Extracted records
______
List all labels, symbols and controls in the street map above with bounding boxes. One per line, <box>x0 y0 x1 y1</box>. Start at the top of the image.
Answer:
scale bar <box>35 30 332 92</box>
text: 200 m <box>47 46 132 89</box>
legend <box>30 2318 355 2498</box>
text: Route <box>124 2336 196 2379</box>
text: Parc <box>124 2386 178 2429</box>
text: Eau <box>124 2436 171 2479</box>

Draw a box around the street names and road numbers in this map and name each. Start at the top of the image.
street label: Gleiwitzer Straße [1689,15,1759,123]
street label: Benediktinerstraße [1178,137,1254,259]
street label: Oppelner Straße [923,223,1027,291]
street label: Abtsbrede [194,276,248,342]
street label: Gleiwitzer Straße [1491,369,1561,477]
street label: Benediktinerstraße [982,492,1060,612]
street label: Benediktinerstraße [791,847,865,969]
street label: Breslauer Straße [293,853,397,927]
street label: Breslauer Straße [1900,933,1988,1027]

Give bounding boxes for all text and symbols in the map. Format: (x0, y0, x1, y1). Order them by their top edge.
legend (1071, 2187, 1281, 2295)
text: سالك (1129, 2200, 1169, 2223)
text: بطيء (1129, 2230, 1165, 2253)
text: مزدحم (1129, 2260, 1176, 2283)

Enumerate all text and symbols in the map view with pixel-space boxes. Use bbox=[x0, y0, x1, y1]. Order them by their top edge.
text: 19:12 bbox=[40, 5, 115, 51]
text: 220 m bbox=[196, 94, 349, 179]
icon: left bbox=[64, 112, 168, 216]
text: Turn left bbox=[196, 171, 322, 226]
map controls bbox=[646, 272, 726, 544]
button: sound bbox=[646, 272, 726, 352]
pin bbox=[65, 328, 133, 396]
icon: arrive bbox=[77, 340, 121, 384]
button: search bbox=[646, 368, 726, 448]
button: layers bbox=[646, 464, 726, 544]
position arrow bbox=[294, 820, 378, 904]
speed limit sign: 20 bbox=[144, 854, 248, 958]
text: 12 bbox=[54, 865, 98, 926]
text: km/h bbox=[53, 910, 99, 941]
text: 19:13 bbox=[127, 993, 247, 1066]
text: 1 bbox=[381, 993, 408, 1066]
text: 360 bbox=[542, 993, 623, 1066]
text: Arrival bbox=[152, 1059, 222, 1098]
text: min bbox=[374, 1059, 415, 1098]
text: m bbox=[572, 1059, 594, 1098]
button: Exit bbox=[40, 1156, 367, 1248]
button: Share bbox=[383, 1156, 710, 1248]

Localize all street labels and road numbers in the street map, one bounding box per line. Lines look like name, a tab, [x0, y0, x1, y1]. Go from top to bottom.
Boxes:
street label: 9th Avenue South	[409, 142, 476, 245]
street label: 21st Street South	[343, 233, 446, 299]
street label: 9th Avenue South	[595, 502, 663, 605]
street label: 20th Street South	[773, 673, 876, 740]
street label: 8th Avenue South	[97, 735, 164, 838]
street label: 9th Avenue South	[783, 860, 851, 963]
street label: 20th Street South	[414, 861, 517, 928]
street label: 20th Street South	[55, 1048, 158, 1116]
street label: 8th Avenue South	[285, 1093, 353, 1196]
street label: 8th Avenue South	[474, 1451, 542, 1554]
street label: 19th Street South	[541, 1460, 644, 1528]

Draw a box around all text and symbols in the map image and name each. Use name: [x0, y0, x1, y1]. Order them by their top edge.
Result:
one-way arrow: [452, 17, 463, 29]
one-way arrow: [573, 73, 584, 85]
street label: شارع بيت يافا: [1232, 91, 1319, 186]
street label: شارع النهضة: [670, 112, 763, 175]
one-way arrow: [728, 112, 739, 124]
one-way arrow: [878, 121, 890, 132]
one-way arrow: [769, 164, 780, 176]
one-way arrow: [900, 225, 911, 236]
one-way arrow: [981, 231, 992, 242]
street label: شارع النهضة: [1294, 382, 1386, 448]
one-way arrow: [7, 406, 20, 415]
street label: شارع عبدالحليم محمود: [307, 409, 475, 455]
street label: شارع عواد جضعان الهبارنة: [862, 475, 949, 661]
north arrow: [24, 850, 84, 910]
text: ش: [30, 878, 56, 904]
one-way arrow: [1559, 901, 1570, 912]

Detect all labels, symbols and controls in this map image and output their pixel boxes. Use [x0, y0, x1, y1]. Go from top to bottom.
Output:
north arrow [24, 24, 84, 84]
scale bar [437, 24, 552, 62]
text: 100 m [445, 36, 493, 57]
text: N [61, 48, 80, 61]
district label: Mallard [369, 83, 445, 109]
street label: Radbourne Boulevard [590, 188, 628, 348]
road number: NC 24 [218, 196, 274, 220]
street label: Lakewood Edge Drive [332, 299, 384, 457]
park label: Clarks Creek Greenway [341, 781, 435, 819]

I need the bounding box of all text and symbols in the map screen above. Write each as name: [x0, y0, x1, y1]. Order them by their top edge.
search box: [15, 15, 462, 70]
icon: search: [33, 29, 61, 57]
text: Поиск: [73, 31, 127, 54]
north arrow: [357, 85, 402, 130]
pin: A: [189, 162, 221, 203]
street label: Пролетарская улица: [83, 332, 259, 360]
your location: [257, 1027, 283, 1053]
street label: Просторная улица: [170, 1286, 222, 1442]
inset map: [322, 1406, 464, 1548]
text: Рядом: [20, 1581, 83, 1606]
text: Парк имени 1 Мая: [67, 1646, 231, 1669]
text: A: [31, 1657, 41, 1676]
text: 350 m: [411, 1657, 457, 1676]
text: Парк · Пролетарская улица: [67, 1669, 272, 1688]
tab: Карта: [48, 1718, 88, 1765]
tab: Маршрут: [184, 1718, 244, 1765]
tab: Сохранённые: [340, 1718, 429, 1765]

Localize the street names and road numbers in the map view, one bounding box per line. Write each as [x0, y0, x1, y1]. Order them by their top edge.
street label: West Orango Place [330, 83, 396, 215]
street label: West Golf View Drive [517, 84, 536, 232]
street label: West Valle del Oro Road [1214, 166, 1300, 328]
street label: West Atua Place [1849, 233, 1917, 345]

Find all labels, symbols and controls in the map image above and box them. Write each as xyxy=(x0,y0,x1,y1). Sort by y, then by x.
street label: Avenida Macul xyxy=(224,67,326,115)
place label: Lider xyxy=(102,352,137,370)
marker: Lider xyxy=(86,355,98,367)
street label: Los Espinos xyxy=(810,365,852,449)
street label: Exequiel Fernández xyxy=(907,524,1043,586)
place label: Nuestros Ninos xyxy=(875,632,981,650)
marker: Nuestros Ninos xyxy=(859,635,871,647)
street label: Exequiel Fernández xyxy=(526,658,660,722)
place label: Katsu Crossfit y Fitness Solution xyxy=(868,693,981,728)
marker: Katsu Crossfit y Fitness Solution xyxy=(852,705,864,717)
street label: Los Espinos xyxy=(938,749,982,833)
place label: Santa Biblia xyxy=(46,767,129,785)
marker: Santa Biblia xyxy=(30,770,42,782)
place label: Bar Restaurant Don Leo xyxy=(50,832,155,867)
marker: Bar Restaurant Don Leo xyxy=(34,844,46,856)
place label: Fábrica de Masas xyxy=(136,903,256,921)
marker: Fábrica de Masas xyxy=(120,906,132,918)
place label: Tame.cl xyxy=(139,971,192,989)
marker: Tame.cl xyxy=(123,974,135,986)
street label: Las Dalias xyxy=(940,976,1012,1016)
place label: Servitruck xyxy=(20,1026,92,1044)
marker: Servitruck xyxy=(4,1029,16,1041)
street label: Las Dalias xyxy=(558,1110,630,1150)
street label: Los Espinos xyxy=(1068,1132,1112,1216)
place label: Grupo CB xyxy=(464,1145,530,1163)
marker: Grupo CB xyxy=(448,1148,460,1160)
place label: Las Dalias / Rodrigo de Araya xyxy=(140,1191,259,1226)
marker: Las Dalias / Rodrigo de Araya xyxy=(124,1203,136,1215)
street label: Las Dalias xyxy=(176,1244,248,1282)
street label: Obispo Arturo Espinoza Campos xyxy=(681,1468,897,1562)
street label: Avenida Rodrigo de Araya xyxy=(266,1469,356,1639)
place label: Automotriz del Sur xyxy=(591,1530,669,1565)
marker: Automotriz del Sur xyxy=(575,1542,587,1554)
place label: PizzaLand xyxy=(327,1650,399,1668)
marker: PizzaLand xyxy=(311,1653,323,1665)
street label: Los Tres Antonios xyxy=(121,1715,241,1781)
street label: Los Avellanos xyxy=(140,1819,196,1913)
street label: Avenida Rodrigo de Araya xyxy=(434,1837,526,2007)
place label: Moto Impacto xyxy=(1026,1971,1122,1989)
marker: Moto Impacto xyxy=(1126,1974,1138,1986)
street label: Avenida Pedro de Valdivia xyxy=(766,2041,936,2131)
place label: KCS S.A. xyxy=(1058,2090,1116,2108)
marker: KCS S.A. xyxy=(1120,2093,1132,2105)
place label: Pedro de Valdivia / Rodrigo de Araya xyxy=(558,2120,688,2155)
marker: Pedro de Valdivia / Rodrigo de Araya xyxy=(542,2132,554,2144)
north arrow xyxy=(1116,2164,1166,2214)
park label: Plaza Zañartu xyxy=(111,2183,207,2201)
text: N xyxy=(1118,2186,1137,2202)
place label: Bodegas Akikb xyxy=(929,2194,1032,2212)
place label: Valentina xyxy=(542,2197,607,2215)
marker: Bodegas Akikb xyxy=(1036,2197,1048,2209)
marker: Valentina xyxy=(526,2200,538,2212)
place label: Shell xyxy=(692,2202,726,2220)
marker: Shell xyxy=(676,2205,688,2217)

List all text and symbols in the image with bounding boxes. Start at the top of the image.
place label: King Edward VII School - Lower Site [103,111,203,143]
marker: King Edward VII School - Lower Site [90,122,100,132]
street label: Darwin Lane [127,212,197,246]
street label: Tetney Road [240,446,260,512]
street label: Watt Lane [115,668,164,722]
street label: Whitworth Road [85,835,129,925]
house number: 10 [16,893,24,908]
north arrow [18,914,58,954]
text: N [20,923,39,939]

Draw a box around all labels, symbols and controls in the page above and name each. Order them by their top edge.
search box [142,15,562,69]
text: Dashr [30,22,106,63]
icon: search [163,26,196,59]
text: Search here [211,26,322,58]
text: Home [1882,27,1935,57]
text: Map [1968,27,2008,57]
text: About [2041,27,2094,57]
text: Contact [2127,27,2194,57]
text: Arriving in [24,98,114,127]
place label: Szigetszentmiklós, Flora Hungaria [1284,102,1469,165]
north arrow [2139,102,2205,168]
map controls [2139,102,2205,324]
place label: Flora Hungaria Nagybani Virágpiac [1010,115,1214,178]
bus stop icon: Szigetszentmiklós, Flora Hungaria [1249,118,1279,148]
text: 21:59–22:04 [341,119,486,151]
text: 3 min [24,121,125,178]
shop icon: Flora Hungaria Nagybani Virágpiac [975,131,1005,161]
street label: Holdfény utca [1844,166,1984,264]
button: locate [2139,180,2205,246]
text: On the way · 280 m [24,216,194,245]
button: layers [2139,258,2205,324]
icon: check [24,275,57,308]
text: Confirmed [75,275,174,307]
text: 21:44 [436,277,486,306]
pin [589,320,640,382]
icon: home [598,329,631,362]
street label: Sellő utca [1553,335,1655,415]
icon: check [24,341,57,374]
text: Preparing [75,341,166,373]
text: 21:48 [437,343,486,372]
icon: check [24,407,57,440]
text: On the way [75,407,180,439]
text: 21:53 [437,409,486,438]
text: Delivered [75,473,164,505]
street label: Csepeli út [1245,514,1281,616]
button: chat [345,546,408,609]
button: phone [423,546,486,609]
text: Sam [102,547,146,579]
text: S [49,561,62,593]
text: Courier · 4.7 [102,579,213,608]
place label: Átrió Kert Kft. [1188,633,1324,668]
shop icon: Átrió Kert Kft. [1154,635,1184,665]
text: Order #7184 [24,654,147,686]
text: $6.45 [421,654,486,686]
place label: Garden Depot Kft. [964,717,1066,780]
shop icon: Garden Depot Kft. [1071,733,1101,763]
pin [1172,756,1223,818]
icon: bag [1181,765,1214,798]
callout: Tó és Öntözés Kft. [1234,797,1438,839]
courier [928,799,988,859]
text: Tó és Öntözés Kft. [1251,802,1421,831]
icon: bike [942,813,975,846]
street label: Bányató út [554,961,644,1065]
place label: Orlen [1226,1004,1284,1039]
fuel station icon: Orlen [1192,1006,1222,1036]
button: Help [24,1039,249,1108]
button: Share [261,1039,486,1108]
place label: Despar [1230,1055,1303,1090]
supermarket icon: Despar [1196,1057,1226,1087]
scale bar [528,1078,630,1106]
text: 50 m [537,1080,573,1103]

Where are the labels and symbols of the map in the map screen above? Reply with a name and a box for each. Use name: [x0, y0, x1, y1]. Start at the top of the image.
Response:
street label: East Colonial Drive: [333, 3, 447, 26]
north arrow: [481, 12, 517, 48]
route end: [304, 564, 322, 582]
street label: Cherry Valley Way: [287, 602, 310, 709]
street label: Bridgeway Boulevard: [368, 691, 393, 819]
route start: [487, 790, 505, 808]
______
* _TASK DETAILS_: Word for word, restate the lines of the data above that fall between the line holding "Enumerate all text" and the line holding "Localize all street", inclusive, and no other lines.

* _SOLUTION TO THIS PROBLEM_:
Enumerate all text and symbols in the map view with pixel-space boxes. Use bbox=[x0, y0, x1, y1]. Order them by their top edge.
text: 19:12 bbox=[40, 5, 115, 51]
text: 220 m bbox=[196, 94, 349, 179]
icon: left bbox=[64, 112, 168, 216]
text: Turn left bbox=[196, 171, 322, 226]
map controls bbox=[646, 272, 726, 544]
button: sound bbox=[646, 272, 726, 352]
pin bbox=[65, 328, 133, 396]
icon: arrive bbox=[77, 340, 121, 384]
button: search bbox=[646, 368, 726, 448]
button: layers bbox=[646, 464, 726, 544]
position arrow bbox=[294, 820, 378, 904]
speed limit sign: 20 bbox=[144, 854, 248, 958]
text: 12 bbox=[54, 865, 98, 926]
text: km/h bbox=[53, 910, 99, 941]
text: 19:13 bbox=[127, 993, 247, 1066]
text: 1 bbox=[381, 993, 408, 1066]
text: 360 bbox=[542, 993, 623, 1066]
text: Arrival bbox=[152, 1059, 222, 1098]
text: min bbox=[374, 1059, 415, 1098]
text: m bbox=[572, 1059, 594, 1098]
button: Exit bbox=[40, 1156, 367, 1248]
button: Share bbox=[383, 1156, 710, 1248]

Localize all street labels and road numbers in the street map, one bounding box per line. Lines look like name, a tab, [x0, y0, x1, y1]. Go from top to bottom.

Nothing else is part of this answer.